Too much speed, too much of everything—in fact– is making us dumb, or numb, or a little of both. And back to the Oceans: powerful currents pushing life around in a living, organic dance of calming silence. Entire communities of species exchanging energy, racing each other to hunt for food, reproduce, grow and then die to feed others. Animals aren’t depressed, they don’t have to think about their weight, and they certainly don’t run marathons around New York’s Central Park out of pure sport. When animals and fish speed up, you can bet somebody’s life is at stake.

Slowing down is definitely a way for technology-enhanced humans to improve our perception and insight. Instead of endlessly alternating between ballistic work weeks or compulsive calorie-burning habits and depressive immobility on weekends, we could do nothing for a change. We could tune in to the natural rhythms of our own organism, while observing the symphonies of Nature: flowers take their time to blossom, leaves change color ever so slowly, ocean tides come in and out like soothing lullabies. Actually making time to simply observe the magnificence of our own Planet is, in fact, just the beginning of true human wisdom.

It’s what the wisest chiefs and shamans of ancient peoples have always done. Earliest expressions of Human cave art around the world invariably depict Nature at its wildest. Doing nothing was the best possible use of wise men’s time. We modern-day intellectuals, however, seem to have forgotten that connecting to the wild, in all its wonderfully unpredictable forms, is the source of our wisdom. We’re too busy running. But please don’t ask us where we’re going… we don’t know. Sometimes, we don’t even want to know. The big blue whale who bathes in the sun with her calf is in constant contact with every sensation in her huge, nurturing body.

She knows such sensations alert her to what is going on around her. So medicating against pain or trying to numb her own sensations would not be wise at all. She enjoys the warmth of the sun as she saves much needed energy and resources for later battles. She effortlessly defines adequate limits and new challenges for her calf, stimulating his development as he dares to put growing muscles and agility to the test.
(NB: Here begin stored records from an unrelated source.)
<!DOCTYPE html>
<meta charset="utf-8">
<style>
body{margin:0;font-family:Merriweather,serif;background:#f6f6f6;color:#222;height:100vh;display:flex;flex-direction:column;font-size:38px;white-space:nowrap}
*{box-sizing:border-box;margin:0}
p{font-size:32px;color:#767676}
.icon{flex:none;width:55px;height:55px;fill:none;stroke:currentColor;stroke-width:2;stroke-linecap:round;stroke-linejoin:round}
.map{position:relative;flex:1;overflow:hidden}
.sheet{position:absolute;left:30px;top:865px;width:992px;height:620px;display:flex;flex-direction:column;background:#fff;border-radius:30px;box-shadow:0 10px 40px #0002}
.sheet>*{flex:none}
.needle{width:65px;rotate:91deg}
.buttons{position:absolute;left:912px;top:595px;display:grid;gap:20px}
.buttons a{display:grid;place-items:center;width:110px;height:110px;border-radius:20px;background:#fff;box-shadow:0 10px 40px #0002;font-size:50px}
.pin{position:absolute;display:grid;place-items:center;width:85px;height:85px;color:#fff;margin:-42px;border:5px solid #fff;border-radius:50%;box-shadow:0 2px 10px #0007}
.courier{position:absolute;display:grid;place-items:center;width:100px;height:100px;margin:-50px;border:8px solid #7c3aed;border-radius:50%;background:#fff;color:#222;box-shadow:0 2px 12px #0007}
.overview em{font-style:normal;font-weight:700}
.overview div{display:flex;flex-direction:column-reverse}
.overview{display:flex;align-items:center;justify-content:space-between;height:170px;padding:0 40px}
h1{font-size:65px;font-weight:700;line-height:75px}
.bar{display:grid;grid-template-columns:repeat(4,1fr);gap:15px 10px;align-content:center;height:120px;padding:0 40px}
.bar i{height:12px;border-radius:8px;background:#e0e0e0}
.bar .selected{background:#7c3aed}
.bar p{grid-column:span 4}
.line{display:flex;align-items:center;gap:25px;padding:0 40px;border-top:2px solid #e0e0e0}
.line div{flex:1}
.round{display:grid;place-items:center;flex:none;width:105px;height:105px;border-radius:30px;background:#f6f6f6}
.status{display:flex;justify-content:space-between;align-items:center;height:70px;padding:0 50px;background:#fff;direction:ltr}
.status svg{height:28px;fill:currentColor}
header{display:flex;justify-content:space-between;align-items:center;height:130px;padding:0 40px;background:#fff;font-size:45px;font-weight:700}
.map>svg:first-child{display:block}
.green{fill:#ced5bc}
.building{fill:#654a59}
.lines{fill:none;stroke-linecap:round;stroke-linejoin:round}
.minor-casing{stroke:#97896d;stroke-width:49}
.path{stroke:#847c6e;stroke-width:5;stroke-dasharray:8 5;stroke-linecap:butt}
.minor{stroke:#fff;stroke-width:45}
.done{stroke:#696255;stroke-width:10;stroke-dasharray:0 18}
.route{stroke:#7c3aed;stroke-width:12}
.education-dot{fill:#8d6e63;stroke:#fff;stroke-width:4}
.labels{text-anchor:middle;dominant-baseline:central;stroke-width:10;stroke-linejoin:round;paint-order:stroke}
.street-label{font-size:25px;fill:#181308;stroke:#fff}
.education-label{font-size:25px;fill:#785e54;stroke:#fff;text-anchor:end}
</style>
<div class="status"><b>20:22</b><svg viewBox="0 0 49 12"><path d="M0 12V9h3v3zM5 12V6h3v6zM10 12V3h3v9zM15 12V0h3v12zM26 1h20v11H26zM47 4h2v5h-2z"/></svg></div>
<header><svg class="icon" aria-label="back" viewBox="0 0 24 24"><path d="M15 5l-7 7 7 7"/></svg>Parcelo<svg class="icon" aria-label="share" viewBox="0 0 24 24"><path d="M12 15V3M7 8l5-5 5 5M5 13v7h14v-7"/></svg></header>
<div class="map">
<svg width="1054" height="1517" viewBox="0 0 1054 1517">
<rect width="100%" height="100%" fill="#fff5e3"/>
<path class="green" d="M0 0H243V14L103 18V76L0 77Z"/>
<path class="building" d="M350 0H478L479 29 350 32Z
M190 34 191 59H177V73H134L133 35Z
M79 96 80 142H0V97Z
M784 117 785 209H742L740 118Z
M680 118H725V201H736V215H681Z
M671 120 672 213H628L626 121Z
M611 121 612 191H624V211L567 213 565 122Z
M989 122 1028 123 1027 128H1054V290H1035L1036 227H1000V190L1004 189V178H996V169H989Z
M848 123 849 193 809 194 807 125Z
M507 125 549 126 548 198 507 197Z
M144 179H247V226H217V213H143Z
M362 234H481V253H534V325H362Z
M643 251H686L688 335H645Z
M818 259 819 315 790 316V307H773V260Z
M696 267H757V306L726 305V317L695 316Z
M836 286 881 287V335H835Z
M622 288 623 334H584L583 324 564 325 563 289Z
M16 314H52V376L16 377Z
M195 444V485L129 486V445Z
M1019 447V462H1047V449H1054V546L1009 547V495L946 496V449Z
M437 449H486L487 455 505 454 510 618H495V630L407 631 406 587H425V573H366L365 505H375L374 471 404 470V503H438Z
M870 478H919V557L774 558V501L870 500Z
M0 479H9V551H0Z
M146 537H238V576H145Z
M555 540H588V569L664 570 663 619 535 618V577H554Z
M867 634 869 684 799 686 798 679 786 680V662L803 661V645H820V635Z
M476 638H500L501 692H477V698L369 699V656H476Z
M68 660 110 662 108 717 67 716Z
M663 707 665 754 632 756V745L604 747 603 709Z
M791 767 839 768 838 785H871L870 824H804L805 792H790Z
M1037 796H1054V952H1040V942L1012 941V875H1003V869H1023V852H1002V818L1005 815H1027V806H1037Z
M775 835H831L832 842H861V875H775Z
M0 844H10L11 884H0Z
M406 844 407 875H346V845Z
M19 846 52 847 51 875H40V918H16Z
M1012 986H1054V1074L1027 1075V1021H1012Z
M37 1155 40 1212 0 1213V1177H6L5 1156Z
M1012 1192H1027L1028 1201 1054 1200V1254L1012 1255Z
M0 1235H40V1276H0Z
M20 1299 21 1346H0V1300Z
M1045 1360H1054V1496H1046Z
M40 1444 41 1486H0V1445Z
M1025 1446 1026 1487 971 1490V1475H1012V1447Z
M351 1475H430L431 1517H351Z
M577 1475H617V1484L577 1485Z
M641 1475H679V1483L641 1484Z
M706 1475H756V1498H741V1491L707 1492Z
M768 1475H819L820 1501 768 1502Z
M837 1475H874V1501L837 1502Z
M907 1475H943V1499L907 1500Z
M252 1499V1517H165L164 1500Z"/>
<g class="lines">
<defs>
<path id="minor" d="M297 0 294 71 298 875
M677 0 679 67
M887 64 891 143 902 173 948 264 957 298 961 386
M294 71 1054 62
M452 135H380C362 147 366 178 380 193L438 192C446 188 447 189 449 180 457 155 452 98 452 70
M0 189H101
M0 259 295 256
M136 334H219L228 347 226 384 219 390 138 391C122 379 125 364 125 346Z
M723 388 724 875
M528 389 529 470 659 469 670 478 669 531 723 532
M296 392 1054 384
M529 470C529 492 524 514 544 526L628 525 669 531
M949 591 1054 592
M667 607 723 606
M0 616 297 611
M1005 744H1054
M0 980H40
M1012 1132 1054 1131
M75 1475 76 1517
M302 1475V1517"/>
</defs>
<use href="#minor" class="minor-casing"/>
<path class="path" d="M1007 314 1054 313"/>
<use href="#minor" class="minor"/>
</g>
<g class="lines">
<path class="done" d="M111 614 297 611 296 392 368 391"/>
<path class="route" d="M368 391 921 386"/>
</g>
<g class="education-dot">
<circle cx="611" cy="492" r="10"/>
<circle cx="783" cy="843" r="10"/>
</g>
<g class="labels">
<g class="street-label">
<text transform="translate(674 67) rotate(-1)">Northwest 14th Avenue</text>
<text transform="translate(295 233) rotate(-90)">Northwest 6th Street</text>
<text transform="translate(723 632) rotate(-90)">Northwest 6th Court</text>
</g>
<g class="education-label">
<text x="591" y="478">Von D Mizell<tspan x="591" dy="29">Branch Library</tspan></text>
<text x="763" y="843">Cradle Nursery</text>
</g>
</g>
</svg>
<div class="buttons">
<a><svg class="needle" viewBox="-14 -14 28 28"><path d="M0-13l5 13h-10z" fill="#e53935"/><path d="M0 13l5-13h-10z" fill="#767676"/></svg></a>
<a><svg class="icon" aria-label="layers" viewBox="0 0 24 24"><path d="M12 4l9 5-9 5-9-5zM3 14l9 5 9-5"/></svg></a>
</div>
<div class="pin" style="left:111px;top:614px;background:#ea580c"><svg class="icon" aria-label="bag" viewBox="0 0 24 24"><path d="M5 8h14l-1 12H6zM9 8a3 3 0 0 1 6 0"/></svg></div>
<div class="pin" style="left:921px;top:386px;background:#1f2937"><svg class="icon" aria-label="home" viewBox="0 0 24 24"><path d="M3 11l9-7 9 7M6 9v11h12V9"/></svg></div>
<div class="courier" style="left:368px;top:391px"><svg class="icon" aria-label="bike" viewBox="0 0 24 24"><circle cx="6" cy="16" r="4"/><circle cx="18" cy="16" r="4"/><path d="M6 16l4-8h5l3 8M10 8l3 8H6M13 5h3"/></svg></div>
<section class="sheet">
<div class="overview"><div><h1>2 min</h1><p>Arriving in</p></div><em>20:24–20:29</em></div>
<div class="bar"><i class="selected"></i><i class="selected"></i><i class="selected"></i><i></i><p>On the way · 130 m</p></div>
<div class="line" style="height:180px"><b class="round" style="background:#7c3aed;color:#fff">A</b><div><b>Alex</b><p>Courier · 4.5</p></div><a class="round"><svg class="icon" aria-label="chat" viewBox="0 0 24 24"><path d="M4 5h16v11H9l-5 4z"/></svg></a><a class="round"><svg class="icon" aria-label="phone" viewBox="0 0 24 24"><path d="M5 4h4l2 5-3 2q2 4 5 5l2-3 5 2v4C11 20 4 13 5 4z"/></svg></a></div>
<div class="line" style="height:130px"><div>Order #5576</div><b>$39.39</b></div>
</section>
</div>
Like the wise leaders I described earlier, she reads other animals’ behavior, accurately judging when and how to escalate her own signals and defense reactions.

Every second that passes is another decision between staying or moving on in an enormous dark pool full of dangers she has no information about. Even the act of giving in to predators shows how wise our wild animals can be. No energy is wasted in the fight for survival. No useless resistance is offered when it’s time to give up. No begging or thinking of what could have been. Wild animals die with exemplary honor, dignity, and selflessness.

As did our earlier, wilder human ancestors in most every aboriginal settlement on the planet. Wisdom comes from the Wild. From our Oceans, our animals and our superiorly designed human bodies. Slowing down to reconcile ourselves with the Wild that lives inside us and around us is our next frontier. Embrace the Wild within you. It will make you wise.